The multi-award-winning movie Parasite takes place in the modernist home of a wealthy family in South Korea. Though it evokes a real dwelling, it was actually designed as a series of sets modelled on a sketch by director Bong Joon–Ho.
Brought to life by production director Lee Ha Jun, the residence features minimal furnishings and large expanses of glass, such as in the living room, where the window was specifically designed to the proportions of the ratio for shooting a widescreen picture.
Production designer Fiona Crombie transformed a 17th-century country manor in England to create the set of The Favourite, a film set during the reign of Queen Anne.
While "taking advantage of the bones of the building" such as its natural light and existing maximalist decor, Crombie said, the crew added secret passageways and a giant fake facade to help the house better resemble a royal palace.
The set design for director Jane Campion's The Power of the Dog earned production designer Grant Major an Oscar nomination.

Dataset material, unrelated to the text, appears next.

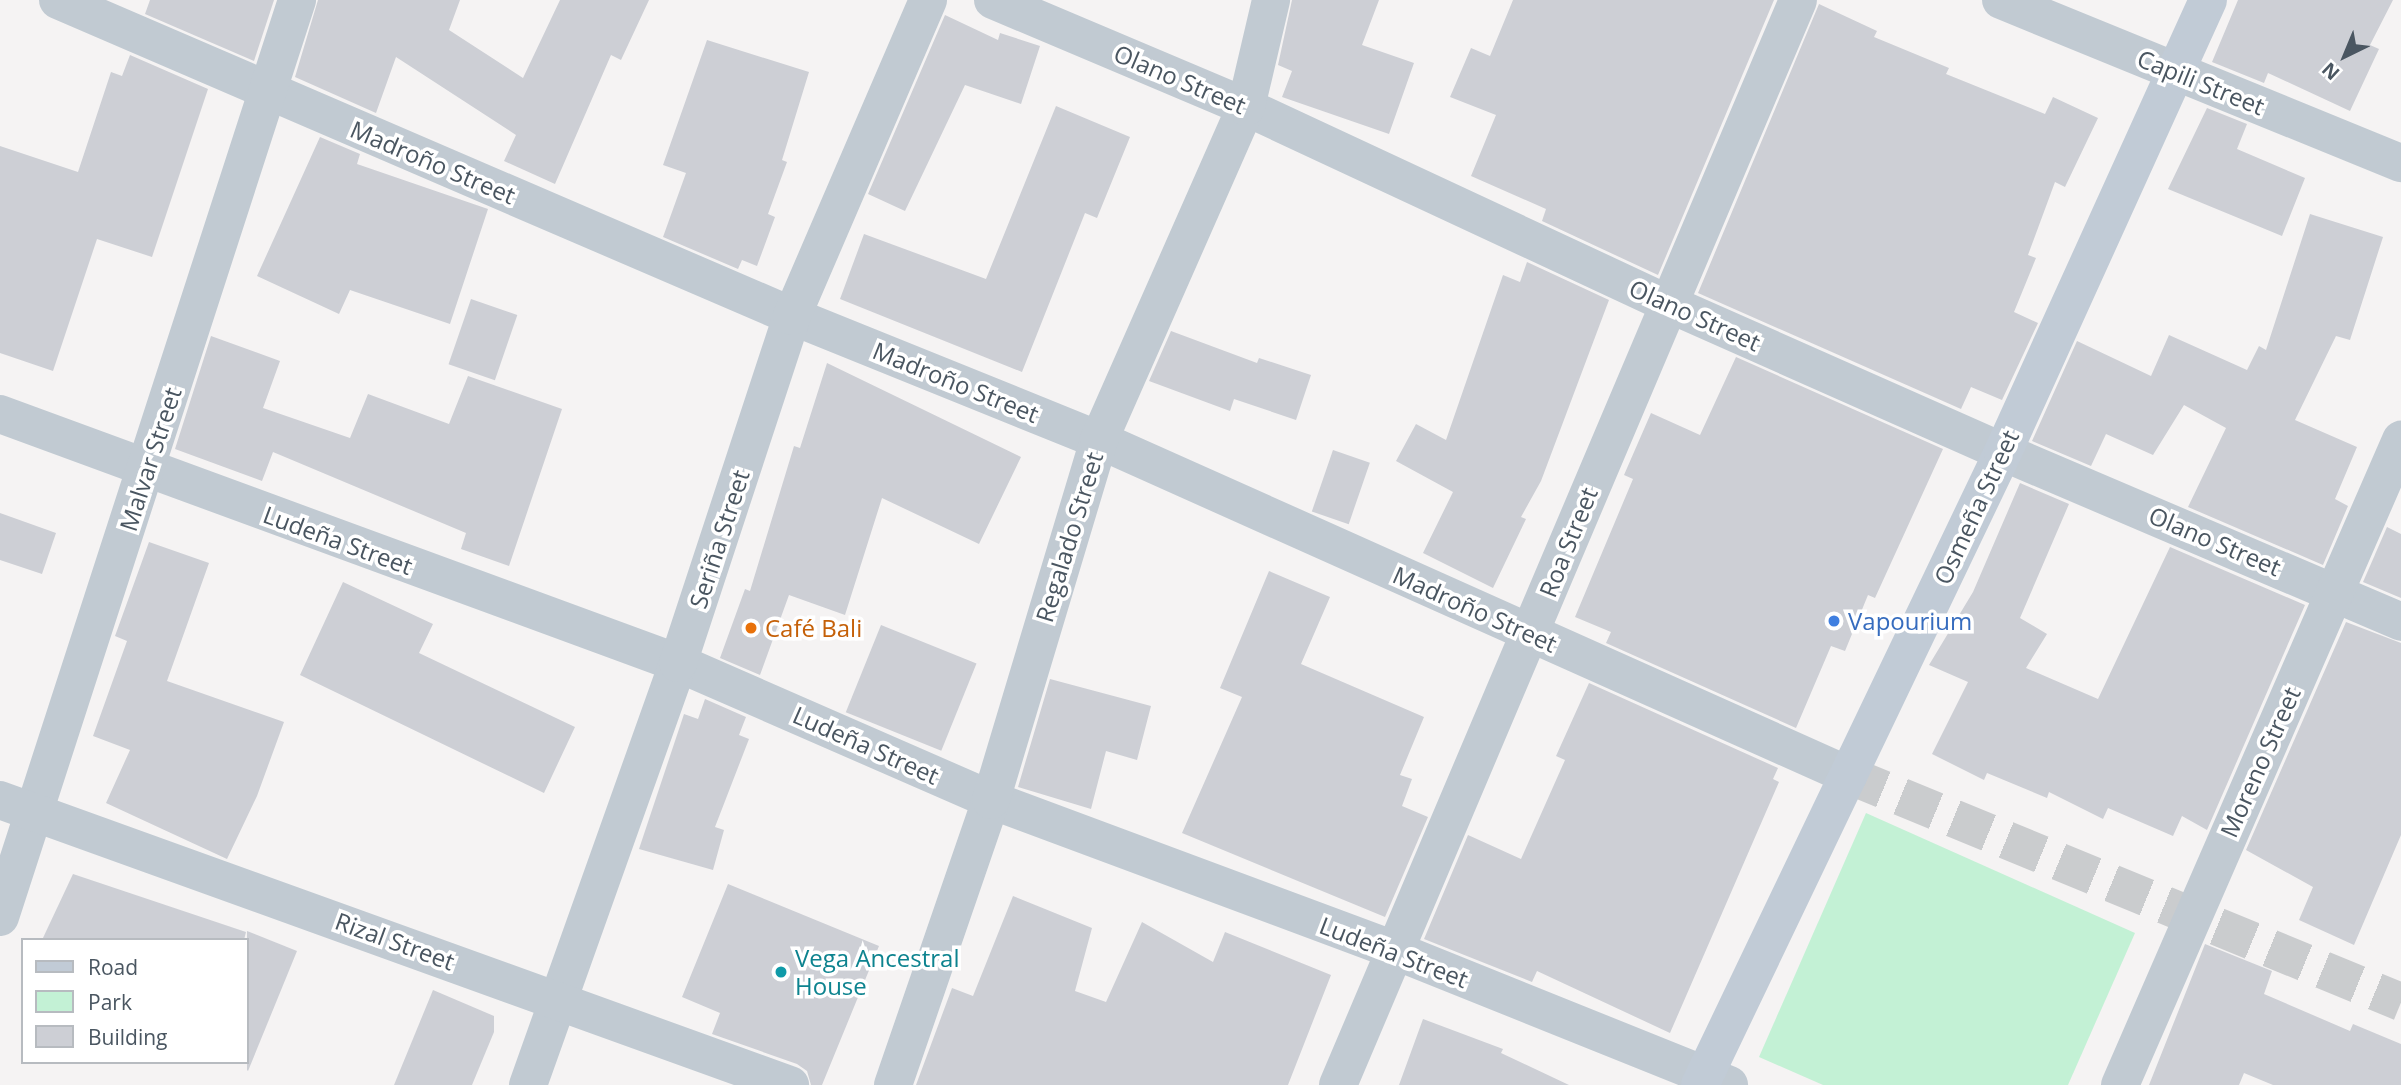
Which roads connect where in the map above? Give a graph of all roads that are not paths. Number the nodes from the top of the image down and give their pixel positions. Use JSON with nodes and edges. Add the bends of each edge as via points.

He designed the ranch at the centre of the film to embody the suppressed homosexuality of one of the characters.
Major used dark colours and added taxidermy to the house to create the right ominous feeling, while transforming the surrounding New Zealand landscape into a Montana ranch in the 1920s.
Minimalist Japanese architecture informed the design of the fictional one-bedroom house in The Girl Before. Production designer Jon Henson's goal was for the house to act as "a fourth character", shifting from a sanctuary to a prison-like space depending on the scene.
While the home's exterior was constructed specially for the BBC television series, the majority of the interior scenes were recorded in a purpose-built set.
A fictional tech billionaire's hideaway in Alaska is the main location featured in the science-fiction movie Ex Machina – though it was actually filmed in three different places.
One of the three sets was a wood-clad clifftop house in Norway designed by studio Jensen & Skodvin Architects. Furnished in a Scandinavian-retro style, the house was chosen for the film as it rejected "the literature of films and popular culture, which says that for the future it has to be shiny and bright," according to production designer Mark Digby.
A contemporary house in the jungle outside Kuala Lumpur was used as the home of wealthy matriarch Eleanor Young in the blockbuster movie Crazy Rich Asians.
Designed by local architecture firm 29Design, the dwelling comprises three volumes with an open-plan layout and an infinity swimming pool. According to 29Design founder Stephanie Maignan, it was used for the film as it accurately depicts the lifestyle of the movie characters' real-life counterparts who are "very interested in modern architecture".
Elrod House, designed by American architect John Lautner in mid-century modern mecca Palm Springs for American designer Arthur Elrod in 1968, was featured in the 1971 James Bond film Diamonds are Forever.
In the film, actor Sean Connery's Bond is thrown into Elrod House's half-moon-shaped swimming pool by a bikini-clad bodyguard. The indoor-outdoor pool is set in the home's circular living room.